MACBA Museu d ́Art Contemporani de Barcelona

Carlos Bunga

Capella

30 Oct 2015 - 07 Feb 2016

Carlos Bunga, exhibition view, 2015. Photo: Miquel Coll
CARLOS BUNGA
Capella
30 October 2015 - 7 February 2016

Curator: Bartomeu Marí

The origin of Carlos Bunga’s work (Porto, 1976) is painting, not in the technical or material sense, but from a conceptual point of view. The flatness of the traditional picture surface spurred the artist to look for alternatives outside the conventions of two-dimensionality. Bunga prolonged the surface of the painting beyond the frame and the wall and searched in three-dimensional space for a solution to the limit, to the endgame. In doing so, he uses industrial materials to ‘put a skin’ on his constructions: a first layer of glue gives consistency to the cardboard, which reacts to the humidity and also to contact with the paint. The end result is due to the expansion and contraction of the cardboard and the chemical elements, and lies between the quality of the anonymous product and the individual projection of the author’s signature.
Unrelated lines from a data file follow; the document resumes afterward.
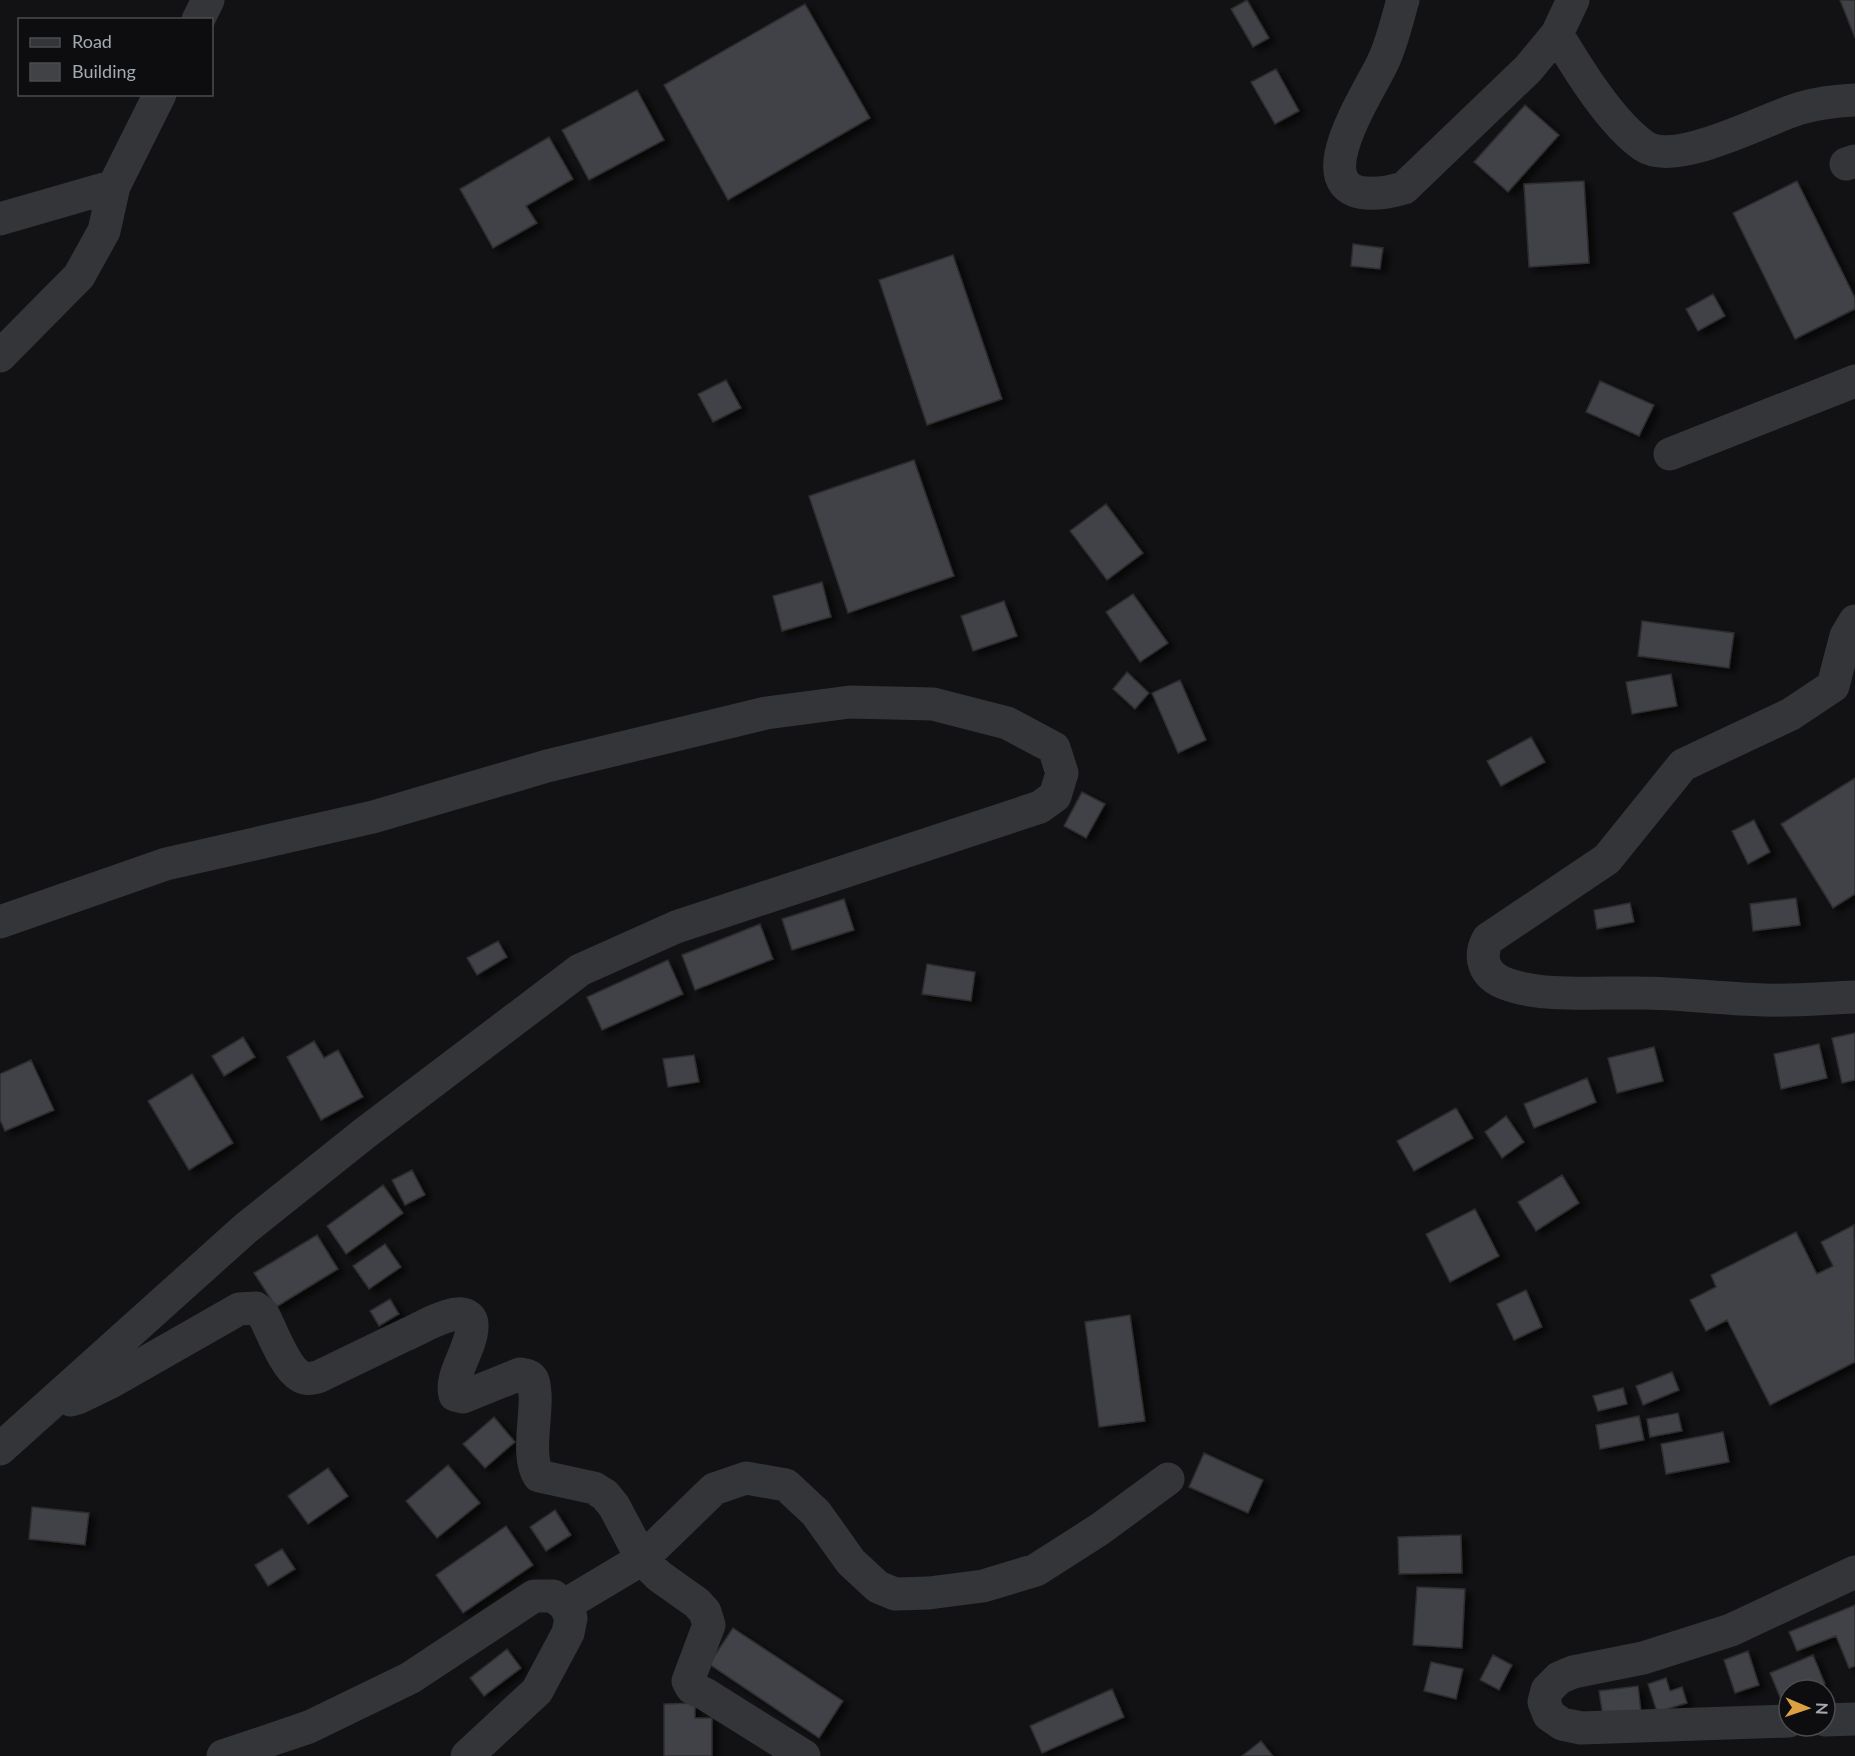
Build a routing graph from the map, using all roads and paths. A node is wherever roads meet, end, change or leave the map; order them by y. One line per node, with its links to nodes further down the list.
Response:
1 (208, 0): 4 (street)
2 (1403, 0): 5 (street)
3 (1573, 0): 5 (street)
4 (199, 18)
5 (1557, 34): 7 (street)
6 (159, 96): 8 (street)
7 (1855, 100)
8 (114, 186): 9 (street); 10 (street)
9 (0, 219)
10 (0, 356)
11 (1855, 381): 12 (street)
12 (1670, 454)
13 (1855, 621): 15 (street)
14 (0, 922): 16 (street)
15 (1855, 997)
16 (51, 1405): 17 (street); 19 (street)
17 (0, 1449)
18 (1168, 1479): 19 (street)
19 (642, 1559): 21 (street); 27 (street)
20 (1855, 1572): 24 (street)
21 (565, 1605): 25 (street); 26 (street)
22 (1855, 1719): 23 (street)
23 (1837, 1720)
24 (1777, 1721)
25 (223, 1756)
26 (467, 1756)
27 (804, 1756)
In his intervention at the Capella MACBA, Bunga begins with two elements: the original function of the building (Catholic worship) and the avatars of its environment, the Raval neighbourhood and, by extension, the city of Barcelona. In his first work in our city, the artist confirms his interest in the urban, in that which links construction to the living experience. His fundamental inspiration is the public space and those accidents that inhabit it. Originally, the Capella was a scene for the exercise of faith, its rituals, hierarchies, symbols and narratives. Built in the fifteenth century and deconsecrated during the ecclesiastical confiscations of Mendizábal (1835–40), it is preserved today as a skeletal space that plays host to both lay and civic events.
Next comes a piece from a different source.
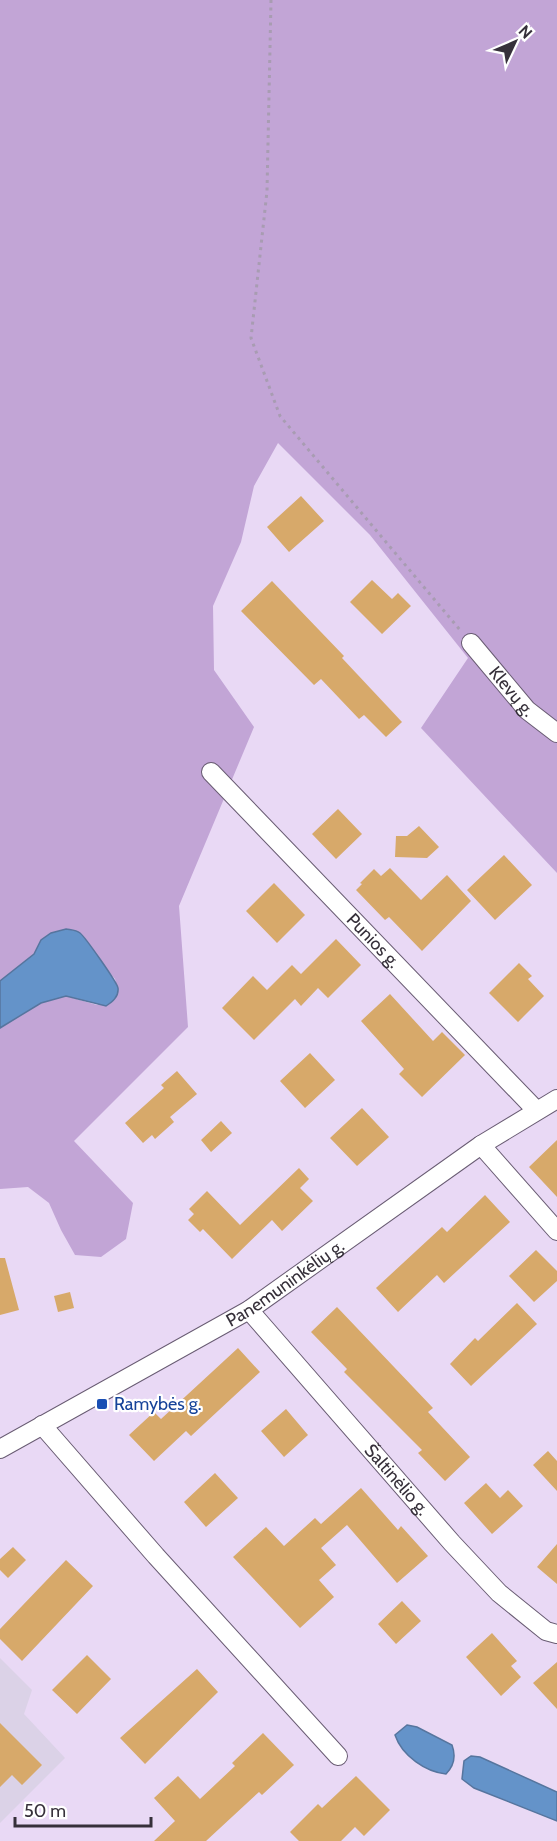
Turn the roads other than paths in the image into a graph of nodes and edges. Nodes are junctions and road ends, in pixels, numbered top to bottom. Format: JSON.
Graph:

Bunga wants to connect present and past to recover the role of the space outside the conditions, speed and noise of the city, and to encourage the reflective attitude that it had when it was a place of worship. The artist is fascinated by all those acts and events that turn the individual into communal and the subjective into collective. At a time when museums and commercial centres incorporate the public square (or its metaphorical recreation) in their spatial vocabulary and want to recreate indoors the feeling of being outdoors, the notion of freedom of behaviour becomes a psychological fiction. We desperately need to believe we are free, and in all our exchanges with others we surround ourselves with codes, language, norms and grammar of gestures. The institutional space seems to establish itself as the opposite of what had previously been known as the public space.

Organisation and production: Museu d'Art Contemporani de Barcelona

MACBA is grateful to Barnices Valentine S.A. for providing the materials used in the current exhibition by Carlos Bunga.